2.2 | Camera trap survey
We deployed remotely-triggered camera traps (Reconyx© PC 850, 850C, 900, 900C) throughout each site with camera placement and sampling design proportional to study area size (Table 1). Our study uses data from four surveys at DMP (2017, 2018, 2019, 2020), two surveys at SNWR (2016, 2018), two surveys at UMBS (2015, 2016), and four surveys at HMC (2016, 2017, 2018, and 2019). We captured the heterogeneity of habitat and other environmental features to ensure ecological representation in the micro-site selection of camera traps. Camera traps were affixed to trees > 0.5m diameter and placed 0.5-1.0 m off the ground. Site-specific placement of camera traps was determined by signs of animal activity such as game trails and scat. Camera trap settings included: high sensitivity, one-second lapse between three pictures in a trigger, and a 15-second quiet period between triggers. Camera traps were not baited.
Image identifications were initially crowd-sourced and filtered for carnivores using a public-science program called Michigan ZoomINin combination with a consensus algorithm and expert validation (Gadsden et al. 2021). Carnivore species identifications were later sorted and confirmed by at least two independent researchers in the Applied Wildlife Ecology Lab.
2.3 | Temporal activityTime stamps associated with the camera trap images were used to conduct temporal analyses. Prior to all analyses, a 30-minute quiet period was introduced for every species to account for pseudoreplication, given the tendency of some animals to remain in front of the camera trap and trigger it multiple times. Since surveys were conducted across different times of the year, we scaled times to sunrise and sunset times using thesunTimes function in the ‘circular’ package in R (Ridout and Linkie 2009). 2.31 | Variation between sites
We first compiled all raccoon triggers from each survey within a site to have an aggregate across years of overall raccoon temporal activity at each site. We then compared raccoon temporal activity between sites using the Mardia-Watson-Wheeler (MWW) test, which is a nonparametric test of differences in the angular means between samples of circular data using the ‘circular’ package in R (version 4.1.0). When the W value is high it results in a significantp value (p < 0.05), which we conclude to mean that the compared temporal activities are unique.
2.3.2 | Seasonal and yearly variation
Our multi-site camera study allowed us to compare differences in raccoon temporal activity based on landscape level differences along an urban-rural gradient. Comparing between seasons can confound inferences from the analyses, due to different seasons potentially resulting in different detection rates (Marcus Rowcliffe et al. 2011). While we did not have identical seasonal coverage for every site, the multiple surveys at every site resulted in coverage for the entire year at every site with the exception of UMBS (Figure S1). To determine if there was consistency at sites regardless of season and year, we compared raccoon activity between each survey within each site, and then looked for broader patterns across sites.
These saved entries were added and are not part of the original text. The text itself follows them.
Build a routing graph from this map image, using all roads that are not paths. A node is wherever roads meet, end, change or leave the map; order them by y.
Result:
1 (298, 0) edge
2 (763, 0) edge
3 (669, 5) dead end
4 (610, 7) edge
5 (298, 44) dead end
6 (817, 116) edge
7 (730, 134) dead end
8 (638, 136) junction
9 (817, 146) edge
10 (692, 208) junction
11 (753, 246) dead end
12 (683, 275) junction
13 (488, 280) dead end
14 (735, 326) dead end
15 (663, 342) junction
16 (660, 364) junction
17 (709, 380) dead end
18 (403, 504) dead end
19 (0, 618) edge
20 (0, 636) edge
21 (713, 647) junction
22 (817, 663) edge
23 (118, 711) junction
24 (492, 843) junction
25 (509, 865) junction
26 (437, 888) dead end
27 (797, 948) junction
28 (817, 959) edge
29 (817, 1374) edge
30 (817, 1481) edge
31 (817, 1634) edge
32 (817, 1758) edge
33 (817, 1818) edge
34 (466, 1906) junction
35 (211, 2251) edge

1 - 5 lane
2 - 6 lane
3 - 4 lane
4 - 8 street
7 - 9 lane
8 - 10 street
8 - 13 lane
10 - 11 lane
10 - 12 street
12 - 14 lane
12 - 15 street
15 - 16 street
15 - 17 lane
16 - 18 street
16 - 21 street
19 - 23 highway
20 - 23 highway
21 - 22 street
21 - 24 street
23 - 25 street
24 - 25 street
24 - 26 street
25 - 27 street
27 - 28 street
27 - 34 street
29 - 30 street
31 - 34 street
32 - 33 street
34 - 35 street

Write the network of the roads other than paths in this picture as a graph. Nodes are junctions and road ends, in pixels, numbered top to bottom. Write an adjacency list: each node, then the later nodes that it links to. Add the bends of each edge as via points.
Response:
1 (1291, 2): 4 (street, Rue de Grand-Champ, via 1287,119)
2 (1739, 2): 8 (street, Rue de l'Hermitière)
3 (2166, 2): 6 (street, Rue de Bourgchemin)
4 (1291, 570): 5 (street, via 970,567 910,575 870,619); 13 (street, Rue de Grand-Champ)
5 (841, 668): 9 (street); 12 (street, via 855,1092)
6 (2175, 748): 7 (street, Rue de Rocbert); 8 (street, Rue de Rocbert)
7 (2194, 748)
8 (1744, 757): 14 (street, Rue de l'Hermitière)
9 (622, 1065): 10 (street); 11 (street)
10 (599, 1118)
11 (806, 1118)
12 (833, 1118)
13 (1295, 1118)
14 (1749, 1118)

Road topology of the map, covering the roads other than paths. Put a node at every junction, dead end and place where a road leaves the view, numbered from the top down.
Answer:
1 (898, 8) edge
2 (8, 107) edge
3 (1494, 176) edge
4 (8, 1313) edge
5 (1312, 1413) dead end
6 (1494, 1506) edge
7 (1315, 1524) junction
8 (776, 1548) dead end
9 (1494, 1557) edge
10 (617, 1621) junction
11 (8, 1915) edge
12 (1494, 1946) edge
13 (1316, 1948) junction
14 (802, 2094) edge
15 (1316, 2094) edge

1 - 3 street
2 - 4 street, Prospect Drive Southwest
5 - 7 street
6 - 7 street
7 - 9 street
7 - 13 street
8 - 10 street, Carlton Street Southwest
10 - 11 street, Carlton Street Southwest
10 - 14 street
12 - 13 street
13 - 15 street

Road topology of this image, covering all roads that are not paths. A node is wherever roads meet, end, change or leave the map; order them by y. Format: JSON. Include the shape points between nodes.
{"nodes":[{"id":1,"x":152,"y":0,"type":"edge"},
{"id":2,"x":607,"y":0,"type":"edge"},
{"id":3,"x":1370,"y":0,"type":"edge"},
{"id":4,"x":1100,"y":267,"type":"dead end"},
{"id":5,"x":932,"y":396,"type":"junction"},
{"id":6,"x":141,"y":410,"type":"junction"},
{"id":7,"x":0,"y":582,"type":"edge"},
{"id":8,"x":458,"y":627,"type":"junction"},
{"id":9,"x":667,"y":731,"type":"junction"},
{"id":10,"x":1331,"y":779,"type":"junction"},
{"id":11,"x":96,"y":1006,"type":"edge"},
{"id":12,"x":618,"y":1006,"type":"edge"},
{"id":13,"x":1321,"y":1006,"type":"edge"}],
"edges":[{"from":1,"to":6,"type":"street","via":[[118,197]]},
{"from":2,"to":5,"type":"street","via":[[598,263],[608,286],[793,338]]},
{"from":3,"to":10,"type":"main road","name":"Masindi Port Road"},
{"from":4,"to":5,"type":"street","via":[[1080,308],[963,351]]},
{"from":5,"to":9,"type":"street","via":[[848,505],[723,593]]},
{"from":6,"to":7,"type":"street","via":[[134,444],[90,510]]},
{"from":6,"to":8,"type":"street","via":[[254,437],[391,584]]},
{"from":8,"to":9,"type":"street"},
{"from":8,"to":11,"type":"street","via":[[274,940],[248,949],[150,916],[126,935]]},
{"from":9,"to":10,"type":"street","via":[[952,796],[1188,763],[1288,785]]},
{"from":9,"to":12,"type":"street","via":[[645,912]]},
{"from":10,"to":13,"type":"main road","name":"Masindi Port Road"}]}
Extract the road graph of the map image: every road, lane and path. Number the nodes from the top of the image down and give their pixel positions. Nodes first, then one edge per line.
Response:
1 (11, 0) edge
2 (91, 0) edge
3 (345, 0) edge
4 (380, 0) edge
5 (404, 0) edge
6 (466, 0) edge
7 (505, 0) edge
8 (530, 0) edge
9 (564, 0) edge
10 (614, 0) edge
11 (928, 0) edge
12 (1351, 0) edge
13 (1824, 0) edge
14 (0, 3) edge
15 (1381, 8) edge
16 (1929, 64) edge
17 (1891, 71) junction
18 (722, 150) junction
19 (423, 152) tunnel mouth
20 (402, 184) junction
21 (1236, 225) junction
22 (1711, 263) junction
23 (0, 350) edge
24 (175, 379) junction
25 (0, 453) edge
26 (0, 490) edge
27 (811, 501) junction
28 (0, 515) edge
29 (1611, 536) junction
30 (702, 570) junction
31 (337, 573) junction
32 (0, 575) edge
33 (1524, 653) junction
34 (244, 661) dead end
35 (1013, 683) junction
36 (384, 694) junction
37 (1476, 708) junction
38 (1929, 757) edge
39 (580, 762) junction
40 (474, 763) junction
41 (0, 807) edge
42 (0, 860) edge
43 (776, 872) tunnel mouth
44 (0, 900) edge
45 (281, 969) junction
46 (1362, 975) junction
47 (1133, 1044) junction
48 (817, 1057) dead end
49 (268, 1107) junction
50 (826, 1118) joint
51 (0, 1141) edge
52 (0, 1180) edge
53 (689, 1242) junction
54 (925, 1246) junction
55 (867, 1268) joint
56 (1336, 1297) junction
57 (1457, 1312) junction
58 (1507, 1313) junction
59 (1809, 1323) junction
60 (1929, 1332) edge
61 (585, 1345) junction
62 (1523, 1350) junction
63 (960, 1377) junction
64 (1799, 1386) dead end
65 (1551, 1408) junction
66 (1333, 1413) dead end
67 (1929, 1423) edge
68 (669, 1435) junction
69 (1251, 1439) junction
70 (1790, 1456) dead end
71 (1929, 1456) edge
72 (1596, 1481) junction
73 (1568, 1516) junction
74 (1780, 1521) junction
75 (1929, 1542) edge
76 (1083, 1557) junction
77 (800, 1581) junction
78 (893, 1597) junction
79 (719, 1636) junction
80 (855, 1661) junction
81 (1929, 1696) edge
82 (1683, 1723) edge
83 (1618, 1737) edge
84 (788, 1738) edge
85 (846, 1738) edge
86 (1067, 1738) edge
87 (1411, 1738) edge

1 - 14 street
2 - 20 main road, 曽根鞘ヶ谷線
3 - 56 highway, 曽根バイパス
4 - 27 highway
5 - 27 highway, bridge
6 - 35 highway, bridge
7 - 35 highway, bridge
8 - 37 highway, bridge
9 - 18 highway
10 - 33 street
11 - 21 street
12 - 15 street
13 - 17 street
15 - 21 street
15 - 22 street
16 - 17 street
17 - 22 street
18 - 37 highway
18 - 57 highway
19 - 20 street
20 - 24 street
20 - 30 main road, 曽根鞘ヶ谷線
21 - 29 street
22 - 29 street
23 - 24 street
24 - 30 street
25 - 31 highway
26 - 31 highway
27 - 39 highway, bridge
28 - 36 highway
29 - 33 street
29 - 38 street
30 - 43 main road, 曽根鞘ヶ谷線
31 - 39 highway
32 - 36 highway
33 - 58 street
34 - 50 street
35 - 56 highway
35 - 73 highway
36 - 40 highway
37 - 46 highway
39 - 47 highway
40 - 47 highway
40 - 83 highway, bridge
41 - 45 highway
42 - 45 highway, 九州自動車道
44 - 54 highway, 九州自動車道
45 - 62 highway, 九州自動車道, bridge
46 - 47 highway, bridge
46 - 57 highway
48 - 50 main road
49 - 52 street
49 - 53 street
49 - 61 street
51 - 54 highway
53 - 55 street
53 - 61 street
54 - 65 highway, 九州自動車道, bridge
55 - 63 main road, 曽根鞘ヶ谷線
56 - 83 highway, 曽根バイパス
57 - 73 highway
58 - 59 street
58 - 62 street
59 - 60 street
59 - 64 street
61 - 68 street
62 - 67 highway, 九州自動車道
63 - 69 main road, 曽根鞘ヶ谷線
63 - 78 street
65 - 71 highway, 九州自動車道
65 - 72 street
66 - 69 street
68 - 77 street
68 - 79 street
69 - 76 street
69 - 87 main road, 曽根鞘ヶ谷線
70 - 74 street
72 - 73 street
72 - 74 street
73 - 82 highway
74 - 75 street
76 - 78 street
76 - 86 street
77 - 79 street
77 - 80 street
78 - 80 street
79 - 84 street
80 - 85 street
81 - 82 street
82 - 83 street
2.3.3 | Coyotes on raccoon temporal activity
For each survey, we used a kernel density estimation for the independent coyote triggers and designated the cameras that fell within the top quantile of as ‘HIGH’ coyote intensity of use zones in ArcGIS Pro (version 2.3.1). We used this rather than a fixed cutoff value of expected detection rate because our sites spanned the entirety of the urban-rural gradient and expected detection rates for coyote vary depending on the composition of a site (Magle et al. 2014). Coyote triggers were checked for spatial independence using Moran’s I prior to kernel density estimation. We compared raccoon temporal activity between the high coyote cameras and the rest of the site using the MWW test. For additional evidence that temporal shifts by raccoons were due to avoidance of coyotes, we then compared the overlap between coyote and raccoon time use in the two raccoon test groups from the MWW test. To do this, we calculated an overlap (Δ) coefficient of temporal activity for coyotes and raccoons within each group (‘HIGH’ and ‘LOW’ coyote intensity of use) along with 95% confidence intervals generated from 10,000 parametric bootstraps of the temporal distribution models. Δ values range from 0 to 1, with 0 indicating completely distinct and non-overlapping temporal activity between comparison groups, and 1 indicating complete overlap. Δ1 was used for comparisons when one of the sample groups had less than 50 triggers; otherwise Δ4 was used to estimate temporal overlap (Ridout and Linkie 2009). Finally, the activity distributions were visually assessed to determine qualitative characteristics of shifts (e.g. raccoons shifting towards increased nocturnality in high coyote zones).